As a student at Shady Side Academy in the early 1960s, Edward H. Tobe could not understand why a certain small band of boys sought to befriend him.
“They said we know your aunt, we know your relatives,” recalled Tobe, now a practicing psychiatrist in the Philadelphia area. “In hindsight, playing Monday morning quarterback, they were Jewish boys.”
And they knew something about Tobe that he didn’t know about himself.
Tobe, who was raised in the Anglican Church, has recently joined the ranks of thousands of Americans, including such notables as US Sen. John Kerry, former US Secretary of State Madeleine Albright and General Wesley Clark, who did not discover their Jewish roots until adulthood, whose heritage was intentionally withheld from them by their own family.
Tobe said that he had not even heard the word “Jew” until he was 19 years old, when his mother told him, in a fit of anger, that his father’s father, Louis Tobe, was Jewish.
At the time, “finding out that my father’s father was Jewish meant nothing to me,” he said.
Tobe was later told by his family that his paternal grandmother, Ella, had been a Protestant from England, and that when his grandfather married her, it caused “enormous tension in the family.” Tobe thought that was the explanation for his own father’s frequent disparaging remarks about Jews.
But Ella’s supposed identity turned out to be a lie as well.
After his father’s death about eight years ago, Tobe decided to research his family’s background. He found that even though his grandmother, Ella, was buried in a Protestant cemetery in Pittsburgh, she had been born Ella Wise to a Jewish mother from Poland, and a Jewish father from Russia.
“This is not exactly a non-Jewish background,” said Tobe.
Tobe now suspects that because his grandmother wished to provide opportunities to her children, that might not have been open to them if they were Jewish, she created the English-Protestant narrative and abandoned her own Jewish identity.
Tobe says that now, after discovering his true heritage, he is “dealing with an awakening of empathy,” and the historical persecution of the Jews has taken on personal significance.
For example, though he had heard of the atrocities of the Holocaust before, “it suddenly means something to me. I knew that there were pogroms in Russia, but it was different when I knew that it was my family that was being [abused].”
Although information regarding people who are discovering hidden Jewish roots is mostly anecdotal, the phenomenon is more common than one might think.

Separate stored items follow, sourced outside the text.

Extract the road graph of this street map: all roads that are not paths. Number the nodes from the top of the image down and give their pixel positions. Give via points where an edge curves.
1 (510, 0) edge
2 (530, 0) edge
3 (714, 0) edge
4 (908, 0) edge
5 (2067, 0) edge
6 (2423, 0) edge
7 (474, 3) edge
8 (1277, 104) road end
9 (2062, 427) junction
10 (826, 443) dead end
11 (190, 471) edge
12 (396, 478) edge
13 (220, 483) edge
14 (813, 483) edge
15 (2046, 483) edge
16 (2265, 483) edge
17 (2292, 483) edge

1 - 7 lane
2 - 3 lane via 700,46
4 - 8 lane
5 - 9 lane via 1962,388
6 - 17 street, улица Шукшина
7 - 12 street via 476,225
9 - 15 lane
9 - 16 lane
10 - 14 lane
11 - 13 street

Web sites such as Jewishgen.com frequently feature threads of individuals trying to trace previously unknown Jewish ancestry, and there have been scores of articles written on the subject of the so-called crypto-Jews in New Mexico, whose ancestors are believed to have converted to Catholicism during the Spanish Inquisition, but who curiously maintain many Jewish customs and practices to this day.
The phenomenon has even seeped into popular culture, as a character on the daytime drama “The Young and the Restless” came out as a Jew in 2007 after having hid his true background for over 20 years.

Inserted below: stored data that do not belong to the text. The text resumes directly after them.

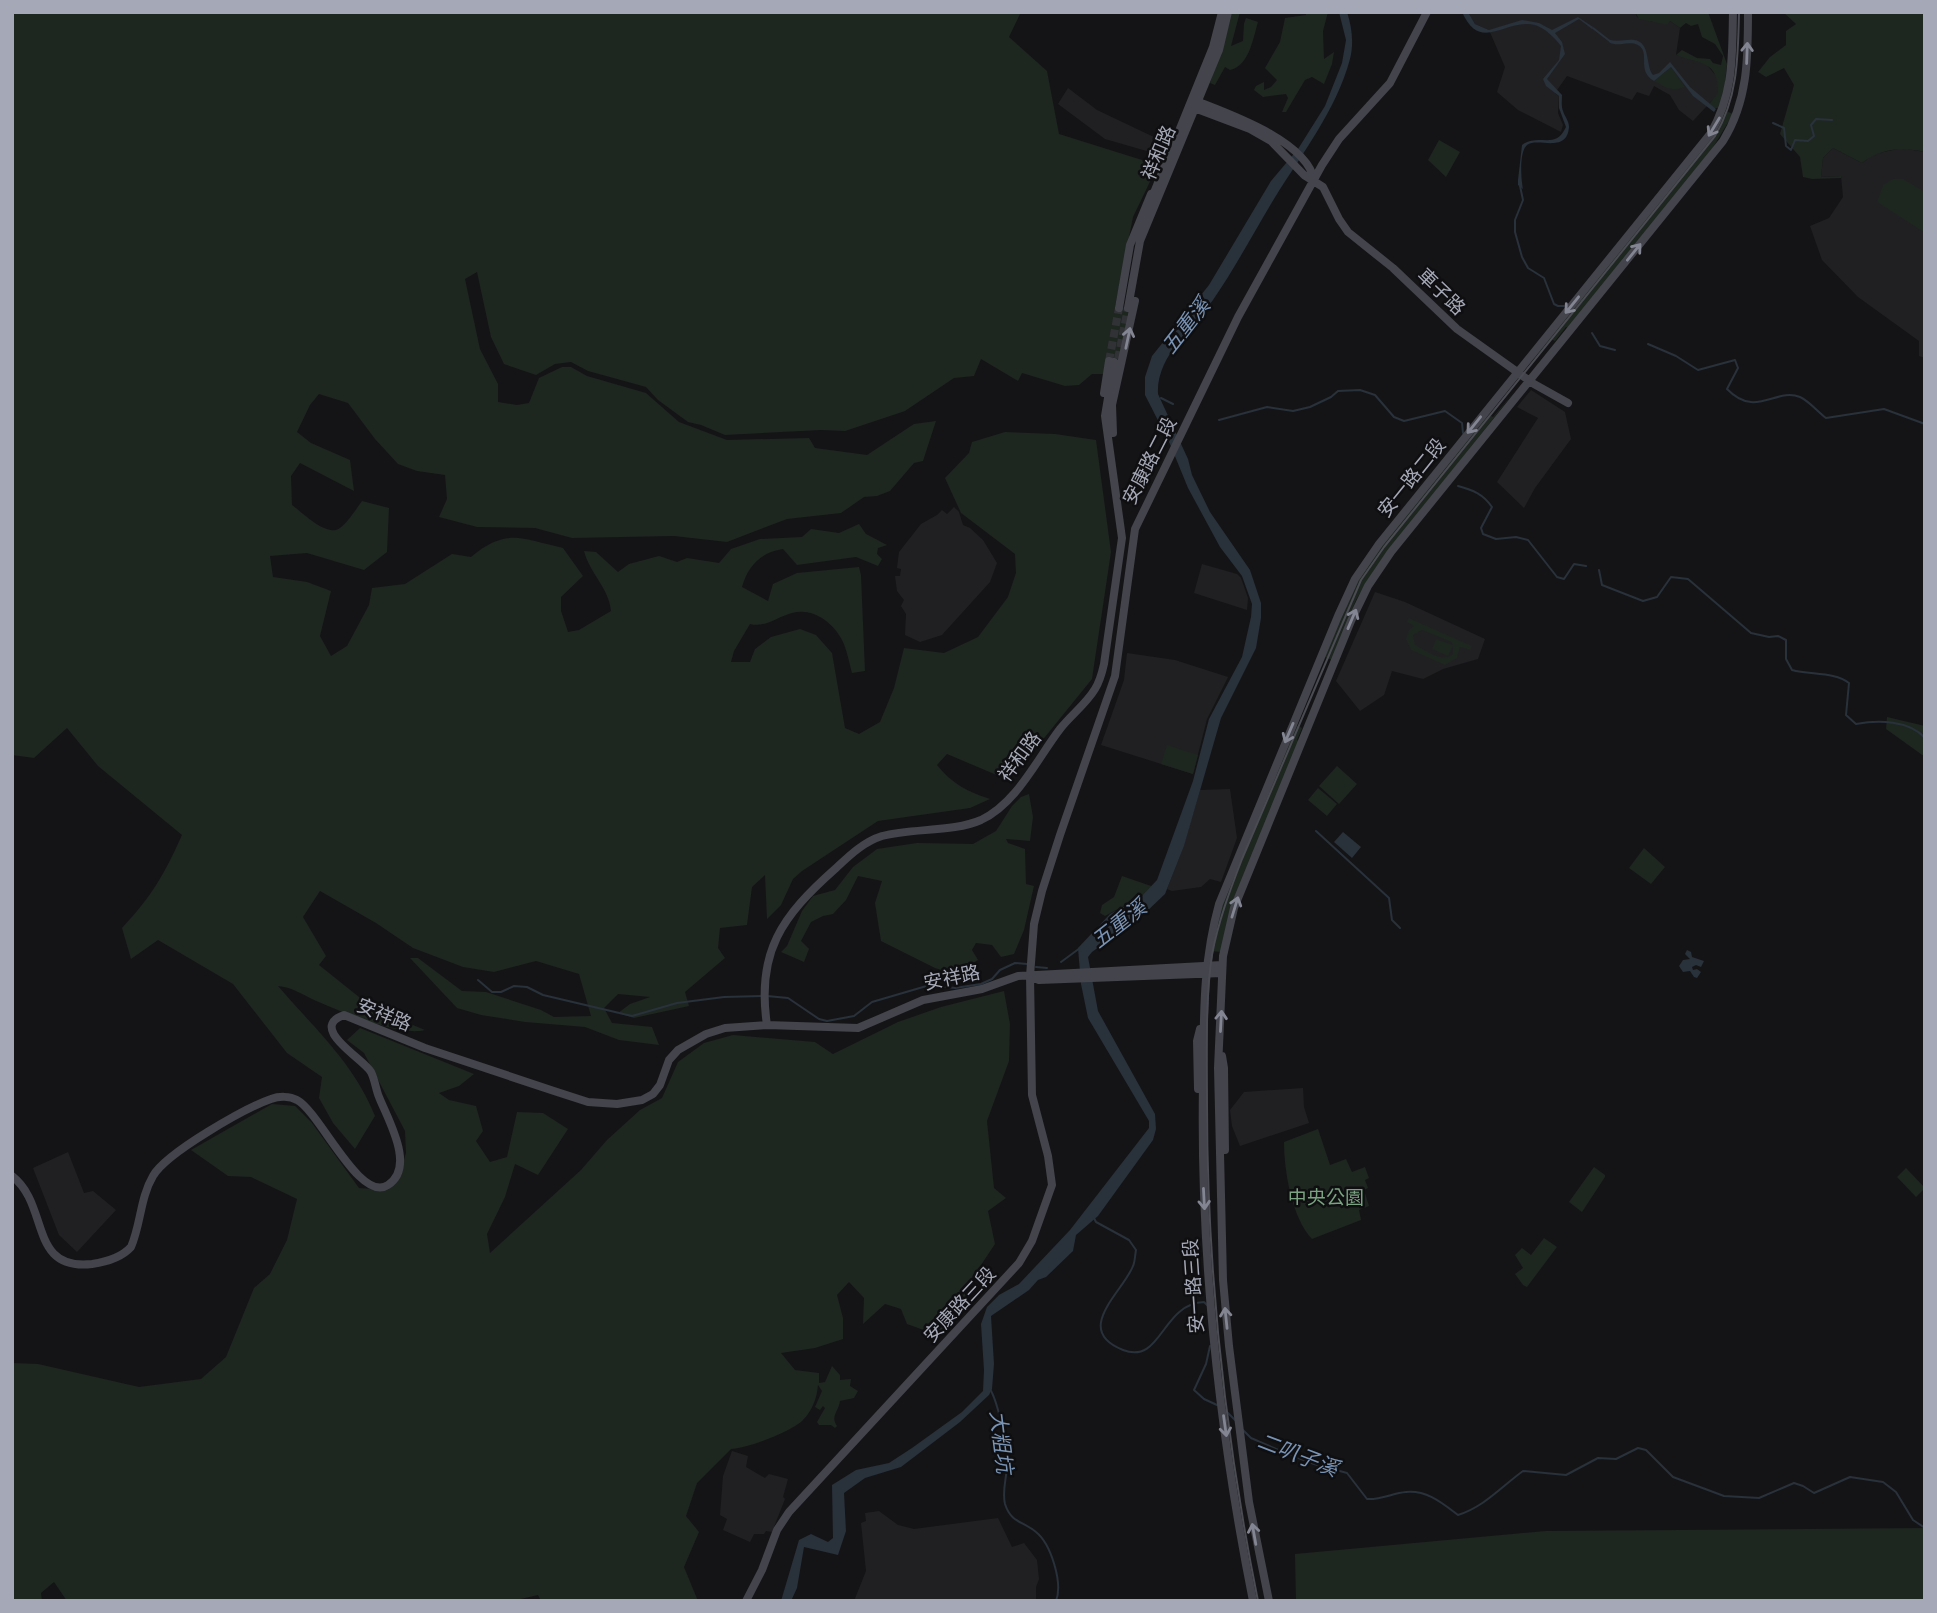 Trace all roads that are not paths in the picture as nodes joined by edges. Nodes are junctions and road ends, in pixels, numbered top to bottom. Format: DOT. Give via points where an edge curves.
graph roads {
  1 [pos="1222,12"];
  2 [pos="1228,12"];
  3 [pos="1427,12"];
  4 [pos="1733,12"];
  5 [pos="1748,12"];
  6 [pos="1194,104"];
  7 [pos="1314,180"];
  8 [pos="1158,196"];
  9 [pos="1517,372"];
  10 [pos="1529,380"];
  11 [pos="1568,403"];
  12 [pos="1102,430"];
  13 [pos="1113,433"];
  14 [pos="1031,969"];
  15 [pos="1222,969"];
  16 [pos="1206,970"];
  17 [pos="1203,1016"];
  18 [pos="767,1026"];
  19 [pos="1219,1045"];
  20 [pos="1200,1141"];
  21 [pos="1225,1150"];
  22 [pos="12,1176"];
  23 [pos="746,1601"];
  24 [pos="1253,1601"];
  25 [pos="1269,1601"];
  1 -- 6 [label="street, 祥和路"];
  2 -- 6 [label="street, 祥和路" via="1219,50"];
  3 -- 7 [label="street, 安康路二段" via="1390,83 1339,139"];
  4 -- 9 [label="street, 安一路二段, one-way" via="1732,62 1724,107 1711,133"];
  10 -- 5 [label="street, 安一路二段, one-way" via="1731,128 1744,93"];
  6 -- 7 [label="street, 車子路" via="1232,114 1272,135 1312,170"];
  6 -- 8 [label="street, 祥和路"];
  6 -- 8 [label="street, 祥和路" via="1130,245 1124,308 1140,241"];
  7 -- 9 [label="street, 車子路" via="1326,191 1348,232 1457,329"];
  7 -- 14 [label="street, 安康路二段" via="1238,317 1135,529 1115,676 1042,891"];
  13 -- 8 [label="street, one-way" via="1112,405 1131,326 1140,253"];
  9 -- 10 [label="street, 車子路"];
  9 -- 16 [label="street, 安一路二段, one-way" via="1379,544 1346,595 1226,884"];
  10 -- 11 [label="street, 車子路"];
  15 -- 10 [label="street, 安一路二段, one-way" via="1241,888 1368,586"];
  12 -- 18 [label="street, 祥和路" via="1104,390 1114,362 1105,416 1122,538 1104,664 1096,689 994,812 974,822 881,836 858,848 815,887 793,911 773,947 764,979"];
  14 -- 16 [label="street, 安祥路" via="1039,980"];
  14 -- 18 [label="street, 安祥路" via="982,989 932,997 858,1028"];
  14 -- 23 [label="street, 安康路三段" via="1032,1095 1052,1185 1032,1241 1019,1263 789,1512"];
  15 -- 16 [label="street, 安祥路"];
  19 -- 15 [label="street, 安一路三段, one-way"];
  16 -- 17 [label="street, 安一路三段"];
  17 -- 20 [label="street" via="1197,1041"];
  17 -- 24 [label="street, 安一路三段, one-way" via="1202,1131 1210,1313"];
  18 -- 22 [label="street, 安祥路" via="725,1028 696,1039 673,1055 653,1094 617,1104 588,1102 425,1048 350,1016 339,1017 332,1025 333,1034 371,1072 397,1140 400,1160 394,1179 385,1187 369,1185 299,1100 270,1099 169,1157 146,1191 131,1247 93,1264 62,1261 50,1251 31,1199"];
  19 -- 21 [label="street" via="1224,1068"];
  25 -- 19 [label="street, 安一路三段, one-way" via="1256,1545 1223,1280"];
}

The reasons for the denial of Jewish identity differ from family to family, but are commonly the result of one of two aims: protection, as was the case of the forefathers of the crypto-Jews, or those who were trying to survive the Holocaust; or opportunity, as seems to be the case in Tobe’s own family.
Either way, the discovery of hidden Jewish roots, finding out that you did not come from where you thought you did, can be both unnerving as well as exhilarating.
“I am overwhelmed,” said Tobe, “and want to know more about the realistic history of my family. I’d like to find someone who knew my family. I don’t want to be disconnected.”